> **TASK PROMPT**: Pull each line holding "Pier" out of the entries below.

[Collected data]
#####

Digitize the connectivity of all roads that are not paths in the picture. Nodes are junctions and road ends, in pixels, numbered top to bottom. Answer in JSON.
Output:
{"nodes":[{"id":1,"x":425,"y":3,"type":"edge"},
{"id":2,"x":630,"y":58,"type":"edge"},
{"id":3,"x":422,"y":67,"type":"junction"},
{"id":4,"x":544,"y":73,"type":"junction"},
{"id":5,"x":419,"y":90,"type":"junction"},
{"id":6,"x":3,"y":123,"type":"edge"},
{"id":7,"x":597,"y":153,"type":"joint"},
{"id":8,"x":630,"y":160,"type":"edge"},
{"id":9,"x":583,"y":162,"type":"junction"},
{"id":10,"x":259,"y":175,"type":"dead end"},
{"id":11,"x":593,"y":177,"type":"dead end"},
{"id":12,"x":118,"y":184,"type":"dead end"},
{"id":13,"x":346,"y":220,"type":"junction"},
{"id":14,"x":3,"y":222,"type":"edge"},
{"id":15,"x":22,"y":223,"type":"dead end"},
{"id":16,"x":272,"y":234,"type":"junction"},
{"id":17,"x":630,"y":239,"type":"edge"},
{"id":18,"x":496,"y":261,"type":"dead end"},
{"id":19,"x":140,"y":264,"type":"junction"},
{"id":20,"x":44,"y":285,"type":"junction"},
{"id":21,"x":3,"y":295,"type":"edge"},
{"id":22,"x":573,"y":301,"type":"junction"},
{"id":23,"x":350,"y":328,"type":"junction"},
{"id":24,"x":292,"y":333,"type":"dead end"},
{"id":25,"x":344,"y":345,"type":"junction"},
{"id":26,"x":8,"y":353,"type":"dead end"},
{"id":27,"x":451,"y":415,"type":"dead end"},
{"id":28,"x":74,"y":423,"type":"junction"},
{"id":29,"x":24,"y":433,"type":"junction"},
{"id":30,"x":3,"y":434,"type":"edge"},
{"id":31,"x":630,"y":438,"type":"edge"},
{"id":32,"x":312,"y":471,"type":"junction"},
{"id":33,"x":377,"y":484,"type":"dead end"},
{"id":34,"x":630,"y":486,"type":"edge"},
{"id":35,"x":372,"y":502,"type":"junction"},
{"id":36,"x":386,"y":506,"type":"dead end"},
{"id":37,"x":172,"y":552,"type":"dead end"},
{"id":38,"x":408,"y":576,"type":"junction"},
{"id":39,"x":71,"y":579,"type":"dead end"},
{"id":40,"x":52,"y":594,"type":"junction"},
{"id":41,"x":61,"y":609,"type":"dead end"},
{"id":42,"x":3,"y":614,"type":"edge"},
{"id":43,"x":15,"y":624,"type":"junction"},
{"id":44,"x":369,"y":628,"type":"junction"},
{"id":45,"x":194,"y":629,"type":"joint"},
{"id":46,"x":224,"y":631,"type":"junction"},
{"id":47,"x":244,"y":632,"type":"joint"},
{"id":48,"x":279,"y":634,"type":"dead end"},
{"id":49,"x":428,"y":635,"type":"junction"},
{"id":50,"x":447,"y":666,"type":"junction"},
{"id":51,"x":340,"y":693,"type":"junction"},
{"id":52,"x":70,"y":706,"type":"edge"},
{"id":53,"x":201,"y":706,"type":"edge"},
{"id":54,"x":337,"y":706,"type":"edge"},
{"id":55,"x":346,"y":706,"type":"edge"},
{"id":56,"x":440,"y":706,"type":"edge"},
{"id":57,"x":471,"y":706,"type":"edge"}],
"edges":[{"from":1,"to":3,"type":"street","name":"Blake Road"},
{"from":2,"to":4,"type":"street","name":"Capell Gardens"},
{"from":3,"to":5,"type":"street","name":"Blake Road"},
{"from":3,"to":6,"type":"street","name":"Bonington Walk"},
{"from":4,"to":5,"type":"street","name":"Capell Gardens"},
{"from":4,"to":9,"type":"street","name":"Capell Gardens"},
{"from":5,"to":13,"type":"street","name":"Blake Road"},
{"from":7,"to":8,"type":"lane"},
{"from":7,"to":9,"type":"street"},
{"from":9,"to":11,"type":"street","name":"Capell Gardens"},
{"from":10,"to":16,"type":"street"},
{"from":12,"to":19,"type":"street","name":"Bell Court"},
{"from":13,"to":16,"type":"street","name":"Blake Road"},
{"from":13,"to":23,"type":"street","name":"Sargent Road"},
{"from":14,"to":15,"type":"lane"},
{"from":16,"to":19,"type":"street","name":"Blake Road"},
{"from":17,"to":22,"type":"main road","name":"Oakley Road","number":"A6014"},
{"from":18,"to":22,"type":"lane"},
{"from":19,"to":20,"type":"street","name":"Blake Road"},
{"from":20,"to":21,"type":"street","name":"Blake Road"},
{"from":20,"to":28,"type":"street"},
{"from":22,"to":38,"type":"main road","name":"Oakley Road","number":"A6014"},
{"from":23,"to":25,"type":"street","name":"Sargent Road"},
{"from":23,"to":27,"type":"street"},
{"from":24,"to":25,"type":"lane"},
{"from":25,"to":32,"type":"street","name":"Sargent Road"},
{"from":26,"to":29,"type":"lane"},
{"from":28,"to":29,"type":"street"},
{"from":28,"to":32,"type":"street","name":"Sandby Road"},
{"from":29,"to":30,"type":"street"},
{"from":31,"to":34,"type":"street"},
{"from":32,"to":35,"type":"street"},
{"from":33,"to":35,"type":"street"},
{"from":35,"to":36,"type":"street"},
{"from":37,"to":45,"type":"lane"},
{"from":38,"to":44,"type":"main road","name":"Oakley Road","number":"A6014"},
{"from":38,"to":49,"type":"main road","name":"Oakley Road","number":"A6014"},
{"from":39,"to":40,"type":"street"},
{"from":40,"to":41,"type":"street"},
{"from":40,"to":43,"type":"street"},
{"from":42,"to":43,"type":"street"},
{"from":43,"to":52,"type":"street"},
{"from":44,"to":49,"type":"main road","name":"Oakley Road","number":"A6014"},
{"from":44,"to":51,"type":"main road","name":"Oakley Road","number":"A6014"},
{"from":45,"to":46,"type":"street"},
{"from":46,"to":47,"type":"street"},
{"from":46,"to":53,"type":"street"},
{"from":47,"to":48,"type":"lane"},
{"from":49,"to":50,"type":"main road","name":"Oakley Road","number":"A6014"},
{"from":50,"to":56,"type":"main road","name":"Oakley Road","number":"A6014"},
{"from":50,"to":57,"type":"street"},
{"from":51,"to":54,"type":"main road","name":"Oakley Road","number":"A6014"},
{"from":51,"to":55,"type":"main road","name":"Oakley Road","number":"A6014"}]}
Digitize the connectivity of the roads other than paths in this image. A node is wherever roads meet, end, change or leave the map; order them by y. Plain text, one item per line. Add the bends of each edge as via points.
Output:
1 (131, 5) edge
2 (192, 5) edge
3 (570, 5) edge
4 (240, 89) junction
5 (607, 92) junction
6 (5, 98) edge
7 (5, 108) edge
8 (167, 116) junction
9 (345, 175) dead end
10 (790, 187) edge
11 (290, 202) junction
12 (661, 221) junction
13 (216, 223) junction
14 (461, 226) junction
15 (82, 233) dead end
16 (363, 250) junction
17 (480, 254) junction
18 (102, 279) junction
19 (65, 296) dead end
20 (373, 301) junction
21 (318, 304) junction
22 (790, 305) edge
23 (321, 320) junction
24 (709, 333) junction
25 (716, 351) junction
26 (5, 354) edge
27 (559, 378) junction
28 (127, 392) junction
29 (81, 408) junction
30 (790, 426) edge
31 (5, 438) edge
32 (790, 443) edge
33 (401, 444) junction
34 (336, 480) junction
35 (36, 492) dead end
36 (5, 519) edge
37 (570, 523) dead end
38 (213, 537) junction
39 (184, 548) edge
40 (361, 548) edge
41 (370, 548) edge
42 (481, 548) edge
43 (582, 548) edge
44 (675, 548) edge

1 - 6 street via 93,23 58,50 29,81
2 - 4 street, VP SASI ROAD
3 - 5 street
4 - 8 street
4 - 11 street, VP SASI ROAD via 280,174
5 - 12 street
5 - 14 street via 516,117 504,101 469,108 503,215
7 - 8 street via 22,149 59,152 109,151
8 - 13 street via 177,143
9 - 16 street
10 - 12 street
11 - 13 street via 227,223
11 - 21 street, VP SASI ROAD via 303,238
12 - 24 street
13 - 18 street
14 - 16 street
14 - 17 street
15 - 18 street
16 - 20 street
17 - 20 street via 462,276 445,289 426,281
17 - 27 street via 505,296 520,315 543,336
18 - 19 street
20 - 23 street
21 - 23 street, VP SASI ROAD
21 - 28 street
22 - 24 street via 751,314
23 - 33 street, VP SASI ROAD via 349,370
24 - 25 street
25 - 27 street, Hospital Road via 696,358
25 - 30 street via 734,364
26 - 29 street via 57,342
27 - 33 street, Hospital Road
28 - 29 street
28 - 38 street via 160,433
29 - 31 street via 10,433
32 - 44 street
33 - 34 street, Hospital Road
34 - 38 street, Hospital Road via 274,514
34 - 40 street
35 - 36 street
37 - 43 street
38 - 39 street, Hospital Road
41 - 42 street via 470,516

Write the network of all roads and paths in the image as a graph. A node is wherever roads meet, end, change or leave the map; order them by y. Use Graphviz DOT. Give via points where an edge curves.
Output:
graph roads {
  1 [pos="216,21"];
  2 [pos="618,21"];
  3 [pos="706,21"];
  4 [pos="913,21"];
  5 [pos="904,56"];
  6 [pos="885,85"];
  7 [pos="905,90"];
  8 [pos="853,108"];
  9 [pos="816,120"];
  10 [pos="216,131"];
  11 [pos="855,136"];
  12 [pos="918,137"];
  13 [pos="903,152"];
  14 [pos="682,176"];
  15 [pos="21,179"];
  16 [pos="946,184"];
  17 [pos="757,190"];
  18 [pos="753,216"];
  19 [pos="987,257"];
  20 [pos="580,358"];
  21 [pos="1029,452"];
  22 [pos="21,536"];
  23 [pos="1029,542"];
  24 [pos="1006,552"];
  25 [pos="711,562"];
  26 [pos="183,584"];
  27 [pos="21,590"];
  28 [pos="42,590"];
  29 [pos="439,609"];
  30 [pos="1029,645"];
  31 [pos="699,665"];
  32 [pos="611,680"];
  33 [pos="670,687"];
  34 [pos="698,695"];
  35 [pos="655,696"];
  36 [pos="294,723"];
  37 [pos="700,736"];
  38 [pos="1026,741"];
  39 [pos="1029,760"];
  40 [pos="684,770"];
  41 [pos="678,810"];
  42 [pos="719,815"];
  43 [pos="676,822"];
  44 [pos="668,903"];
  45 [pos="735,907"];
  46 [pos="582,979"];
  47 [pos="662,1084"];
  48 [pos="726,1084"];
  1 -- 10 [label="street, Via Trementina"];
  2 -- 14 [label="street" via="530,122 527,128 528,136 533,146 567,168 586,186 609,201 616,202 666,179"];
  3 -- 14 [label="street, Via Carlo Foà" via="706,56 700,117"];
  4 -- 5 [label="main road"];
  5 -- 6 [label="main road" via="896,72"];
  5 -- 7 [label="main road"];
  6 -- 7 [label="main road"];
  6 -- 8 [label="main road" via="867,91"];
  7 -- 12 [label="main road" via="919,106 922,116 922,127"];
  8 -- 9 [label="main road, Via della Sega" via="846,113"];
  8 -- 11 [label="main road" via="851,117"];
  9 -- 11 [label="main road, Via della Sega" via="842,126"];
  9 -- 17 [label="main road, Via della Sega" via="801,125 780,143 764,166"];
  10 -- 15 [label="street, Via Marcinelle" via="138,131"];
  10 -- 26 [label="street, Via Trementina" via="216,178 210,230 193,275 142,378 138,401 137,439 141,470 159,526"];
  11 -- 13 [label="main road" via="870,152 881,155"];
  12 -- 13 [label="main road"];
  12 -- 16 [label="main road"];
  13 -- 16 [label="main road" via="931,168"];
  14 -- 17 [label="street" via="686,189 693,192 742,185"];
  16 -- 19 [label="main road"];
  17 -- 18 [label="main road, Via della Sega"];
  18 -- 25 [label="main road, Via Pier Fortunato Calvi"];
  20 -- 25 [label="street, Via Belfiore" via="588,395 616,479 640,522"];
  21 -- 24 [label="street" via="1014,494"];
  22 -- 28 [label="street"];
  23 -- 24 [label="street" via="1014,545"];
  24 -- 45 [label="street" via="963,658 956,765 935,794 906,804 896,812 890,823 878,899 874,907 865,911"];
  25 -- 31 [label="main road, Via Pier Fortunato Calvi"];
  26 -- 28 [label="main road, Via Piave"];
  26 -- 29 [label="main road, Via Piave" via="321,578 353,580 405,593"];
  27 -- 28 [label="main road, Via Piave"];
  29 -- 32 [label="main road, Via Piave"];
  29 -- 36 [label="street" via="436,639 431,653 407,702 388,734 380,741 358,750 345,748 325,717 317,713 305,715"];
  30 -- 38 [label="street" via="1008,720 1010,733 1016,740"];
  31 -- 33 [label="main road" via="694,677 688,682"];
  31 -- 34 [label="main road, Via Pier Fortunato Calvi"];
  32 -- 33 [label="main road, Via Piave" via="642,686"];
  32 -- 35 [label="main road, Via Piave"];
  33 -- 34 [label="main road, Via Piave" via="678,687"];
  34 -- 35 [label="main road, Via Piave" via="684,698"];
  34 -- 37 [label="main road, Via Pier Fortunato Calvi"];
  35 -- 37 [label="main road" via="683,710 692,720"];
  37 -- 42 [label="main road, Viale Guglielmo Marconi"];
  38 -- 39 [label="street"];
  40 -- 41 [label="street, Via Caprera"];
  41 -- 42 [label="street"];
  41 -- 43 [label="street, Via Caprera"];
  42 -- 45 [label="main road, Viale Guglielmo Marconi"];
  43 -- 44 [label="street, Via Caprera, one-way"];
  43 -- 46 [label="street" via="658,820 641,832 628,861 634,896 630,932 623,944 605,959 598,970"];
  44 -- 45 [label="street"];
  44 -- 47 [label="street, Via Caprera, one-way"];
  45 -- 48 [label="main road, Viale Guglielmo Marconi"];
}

#####

> **EXERCISE RESPONSE**:
  18 -- 25 [label="main road, Via Pier Fortunato Calvi"];
  25 -- 31 [label="main road, Via Pier Fortunato Calvi"];
  31 -- 34 [label="main road, Via Pier Fortunato Calvi"];
  34 -- 37 [label="main road, Via Pier Fortunato Calvi"];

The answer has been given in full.